Collected data:
=======
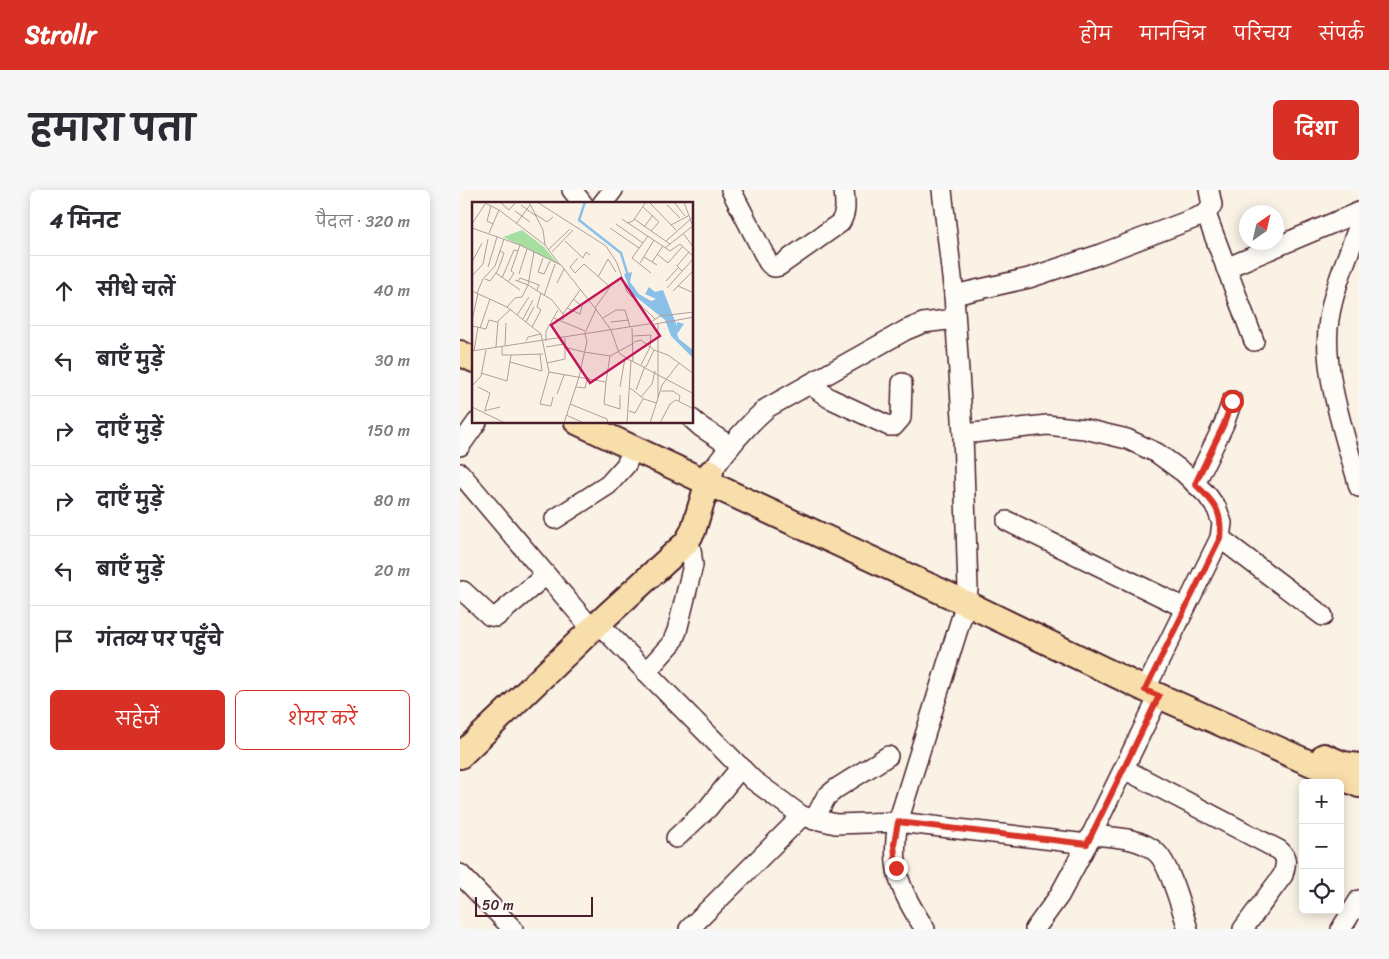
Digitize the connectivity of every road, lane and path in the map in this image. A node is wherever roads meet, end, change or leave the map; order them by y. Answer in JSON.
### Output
{"nodes":[{"id":1,"x":572,"y":190,"type":"edge"},
{"id":2,"x":614,"y":190,"type":"edge"},
{"id":3,"x":731,"y":190,"type":"edge"},
{"id":4,"x":844,"y":190,"type":"edge"},
{"id":5,"x":942,"y":190,"type":"edge"},
{"id":6,"x":1209,"y":190,"type":"edge"},
{"id":7,"x":581,"y":202,"type":"edge"},
{"id":8,"x":604,"y":202,"type":"edge"},
{"id":9,"x":1359,"y":212,"type":"edge"},
{"id":10,"x":1206,"y":214,"type":"junction"},
{"id":11,"x":1359,"y":225,"type":"edge"},
{"id":12,"x":1226,"y":268,"type":"junction"},
{"id":13,"x":954,"y":296,"type":"junction"},
{"id":14,"x":955,"y":319,"type":"junction"},
{"id":15,"x":1254,"y":341,"type":"dead end"},
{"id":16,"x":460,"y":353,"type":"edge"},
{"id":17,"x":472,"y":359,"type":"edge"},
{"id":18,"x":460,"y":367,"type":"edge"},
{"id":19,"x":472,"y":373,"type":"edge"},
{"id":20,"x":810,"y":384,"type":"junction"},
{"id":21,"x":902,"y":384,"type":"dead end"},
{"id":22,"x":1232,"y":401,"type":"dead end"},
{"id":23,"x":694,"y":421,"type":"edge"},
{"id":24,"x":475,"y":424,"type":"edge"},
{"id":25,"x":581,"y":424,"type":"edge"},
{"id":26,"x":610,"y":424,"type":"edge"},
{"id":27,"x":963,"y":434,"type":"junction"},
{"id":28,"x":461,"y":441,"type":"edge"},
{"id":29,"x":730,"y":446,"type":"junction"},
{"id":30,"x":633,"y":449,"type":"junction"},
{"id":31,"x":460,"y":473,"type":"edge"},
{"id":32,"x":709,"y":478,"type":"junction"},
{"id":33,"x":1195,"y":484,"type":"junction"},
{"id":34,"x":1359,"y":488,"type":"edge"},
{"id":35,"x":556,"y":519,"type":"dead end"},
{"id":36,"x":1007,"y":521,"type":"dead end"},
{"id":37,"x":1220,"y":538,"type":"junction"},
{"id":38,"x":686,"y":543,"type":"junction"},
{"id":39,"x":546,"y":575,"type":"junction"},
{"id":40,"x":463,"y":591,"type":"dead end"},
{"id":41,"x":967,"y":596,"type":"junction"},
{"id":42,"x":1185,"y":608,"type":"junction"},
{"id":43,"x":1323,"y":616,"type":"dead end"},
{"id":44,"x":595,"y":626,"type":"junction"},
{"id":45,"x":646,"y":672,"type":"junction"},
{"id":46,"x":1152,"y":687,"type":"junction"},
{"id":47,"x":460,"y":756,"type":"edge"},
{"id":48,"x":888,"y":756,"type":"dead end"},
{"id":49,"x":1359,"y":766,"type":"edge"},
{"id":50,"x":741,"y":768,"type":"junction"},
{"id":51,"x":1124,"y":769,"type":"junction"},
{"id":52,"x":1359,"y":784,"type":"edge"},
{"id":53,"x":808,"y":818,"type":"junction"},
{"id":54,"x":898,"y":822,"type":"junction"},
{"id":55,"x":676,"y":838,"type":"dead end"},
{"id":56,"x":1089,"y":840,"type":"junction"},
{"id":57,"x":460,"y":875,"type":"edge"},
{"id":58,"x":1359,"y":900,"type":"edge"},
{"id":59,"x":922,"y":927,"type":"edge"},
{"id":60,"x":513,"y":929,"type":"edge"},
{"id":61,"x":689,"y":929,"type":"edge"},
{"id":62,"x":1035,"y":929,"type":"edge"},
{"id":63,"x":1188,"y":929,"type":"edge"},
{"id":64,"x":1242,"y":929,"type":"edge"},
{"id":65,"x":1341,"y":929,"type":"edge"}],
"edges":[{"from":1,"to":7,"type":"street"},
{"from":2,"to":8,"type":"street"},
{"from":3,"to":4,"type":"street"},
{"from":5,"to":13,"type":"street"},
{"from":6,"to":10,"type":"street"},
{"from":9,"to":12,"type":"street"},
{"from":10,"to":12,"type":"street"},
{"from":10,"to":13,"type":"street"},
{"from":11,"to":34,"type":"street"},
{"from":12,"to":15,"type":"street"},
{"from":13,"to":14,"type":"street"},
{"from":14,"to":20,"type":"street"},
{"from":14,"to":27,"type":"street"},
{"from":16,"to":17,"type":"main road"},
{"from":18,"to":19,"type":"main road"},
{"from":20,"to":21,"type":"street"},
{"from":20,"to":29,"type":"street"},
{"from":22,"to":33,"type":"street"},
{"from":23,"to":29,"type":"street"},
{"from":24,"to":28,"type":"street"},
{"from":25,"to":30,"type":"main road"},
{"from":26,"to":32,"type":"main road"},
{"from":27,"to":33,"type":"street"},
{"from":27,"to":41,"type":"street"},
{"from":29,"to":32,"type":"street"},
{"from":30,"to":32,"type":"main road"},
{"from":30,"to":35,"type":"street"},
{"from":31,"to":39,"type":"street"},
{"from":32,"to":38,"type":"main road"},
{"from":32,"to":41,"type":"main road"},
{"from":33,"to":37,"type":"street"},
{"from":36,"to":42,"type":"street"},
{"from":37,"to":42,"type":"street"},
{"from":37,"to":43,"type":"street"},
{"from":38,"to":44,"type":"main road"},
{"from":38,"to":45,"type":"street"},
{"from":39,"to":40,"type":"street"},
{"from":39,"to":44,"type":"street"},
{"from":41,"to":46,"type":"main road"},
{"from":41,"to":54,"type":"street"},
{"from":42,"to":46,"type":"street"},
{"from":44,"to":45,"type":"street"},
{"from":44,"to":47,"type":"main road"},
{"from":45,"to":50,"type":"street"},
{"from":46,"to":49,"type":"main road"},
{"from":46,"to":51,"type":"street"},
{"from":46,"to":52,"type":"main road"},
{"from":48,"to":53,"type":"street"},
{"from":50,"to":53,"type":"street"},
{"from":50,"to":55,"type":"street"},
{"from":51,"to":56,"type":"street"},
{"from":51,"to":64,"type":"street"},
{"from":53,"to":54,"type":"street"},
{"from":53,"to":61,"type":"street"},
{"from":54,"to":56,"type":"street"},
{"from":54,"to":59,"type":"street"},
{"from":56,"to":62,"type":"street"},
{"from":56,"to":63,"type":"street"},
{"from":57,"to":60,"type":"street"},
{"from":58,"to":65,"type":"street"}]}
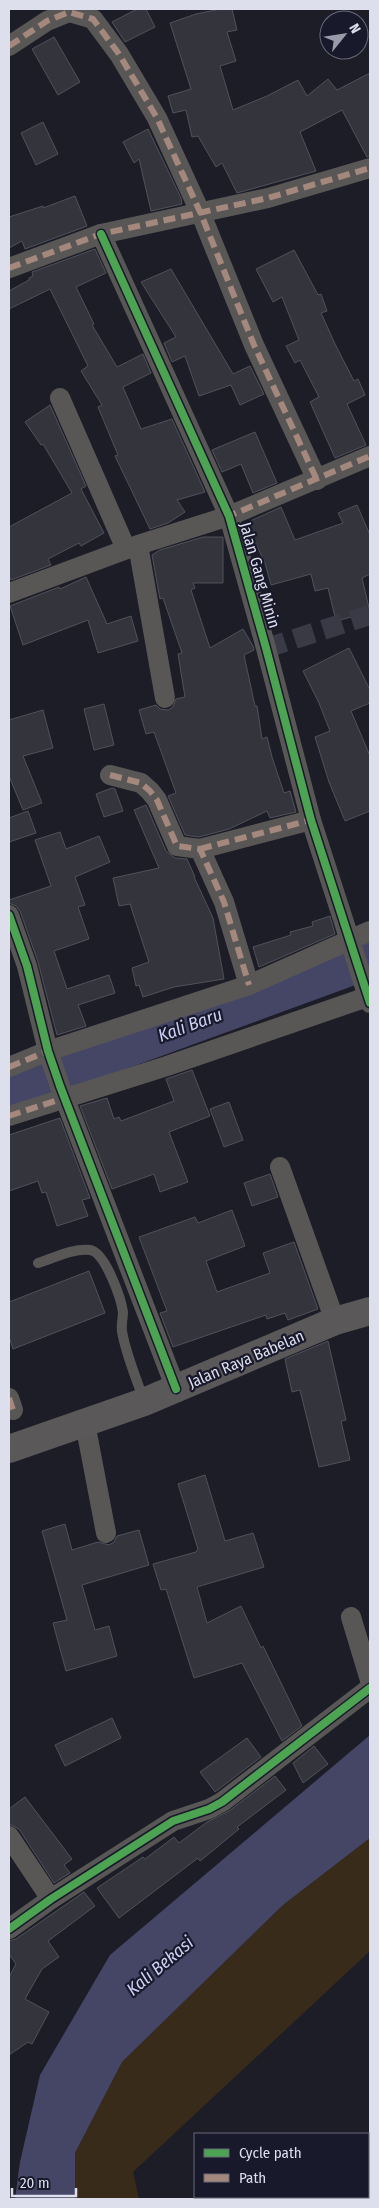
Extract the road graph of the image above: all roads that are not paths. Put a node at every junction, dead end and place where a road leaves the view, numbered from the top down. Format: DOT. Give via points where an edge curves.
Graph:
graph roads {
  1 [pos="69,10"];
  2 [pos="9,46"];
  3 [pos="370,168"];
  4 [pos="201,214"];
  5 [pos="100,234"];
  6 [pos="9,268"];
  7 [pos="60,398"];
  8 [pos="370,456"];
  9 [pos="317,480"];
  10 [pos="229,516"];
  11 [pos="132,547"];
  12 [pos="9,594"];
  13 [pos="165,698"];
  14 [pos="110,776"];
  15 [pos="311,820"];
  16 [pos="200,849"];
  17 [pos="11,927"];
  18 [pos="370,931"];
  19 [pos="351,946"];
  20 [pos="18,968"];
  21 [pos="249,985"];
  22 [pos="368,996"];
  23 [pos="9,1067"];
  24 [pos="56,1075"];
  25 [pos="9,1116"];
  26 [pos="280,1167"];
  27 [pos="38,1263"];
  28 [pos="370,1311"];
  29 [pos="335,1321"];
  30 [pos="176,1389"];
  31 [pos="144,1402"];
  32 [pos="85,1423"];
  33 [pos="9,1449"];
  34 [pos="106,1533"];
  35 [pos="351,1616"];
  36 [pos="370,1680"];
  37 [pos="370,1688"];
  38 [pos="9,1836"];
  39 [pos="51,1899"];
  40 [pos="9,1929"];
  1 -- 2 [label="street"];
  1 -- 4 [label="street" via="93,19 119,54 157,118"];
  3 -- 4 [label="street"];
  4 -- 5 [label="street"];
  4 -- 9 [label="street" via="254,345"];
  5 -- 6 [label="street"];
  5 -- 10 [label="street, Jalan Gang Minin"];
  7 -- 11 [label="street"];
  8 -- 9 [label="street"];
  9 -- 10 [label="street"];
  10 -- 11 [label="street"];
  10 -- 15 [label="street, Jalan Gang Minin"];
  11 -- 12 [label="street"];
  11 -- 13 [label="street"];
  14 -- 16 [label="street" via="142,783 156,800 177,846"];
  15 -- 16 [label="street"];
  15 -- 19 [label="street, Jalan Gang Minin"];
  16 -- 21 [label="street" via="224,902"];
  17 -- 20 [label="street"];
  18 -- 19 [label="street"];
  19 -- 21 [label="street"];
  19 -- 22 [label="street, Jalan Gang Minin"];
  20 -- 24 [label="street"];
  21 -- 24 [label="street"];
  22 -- 24 [label="street" via="167,1066"];
  23 -- 24 [label="street"];
  24 -- 25 [label="street"];
  24 -- 30 [label="street"];
  26 -- 29 [label="street"];
  27 -- 31 [label="lane" via="72,1252 91,1250 98,1253 120,1299 122,1331"];
  28 -- 29 [label="main road, Jalan Raya Babelan"];
  29 -- 30 [label="main road, Jalan Raya Babelan"];
  30 -- 31 [label="main road, Jalan Raya Babelan"];
  31 -- 32 [label="main road, Jalan Raya Babelan"];
  32 -- 33 [label="main road, Jalan Raya Babelan"];
  32 -- 34 [label="street"];
  35 -- 36 [label="street"];
  37 -- 39 [label="street" via="222,1802 173,1821"];
  38 -- 39 [label="street"];
  39 -- 40 [label="street"];
}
=======
- **WHAT YOU NEED TO DO**:
Check each line of the records for the word "image", and show the lines that contain it.

- **COMPLETED EXERCISE**:
Digitize the connectivity of every road, lane and path in the map in this image. A node is wherever roads meet, end, change or leave the map; order them by y. Answer in JSON.
Extract the road graph of the image above: all roads that are not paths. Put a node at every junction, dead end and place where a road leaves the view, numbered from the top down. Format: DOT. Give via points where an edge curves.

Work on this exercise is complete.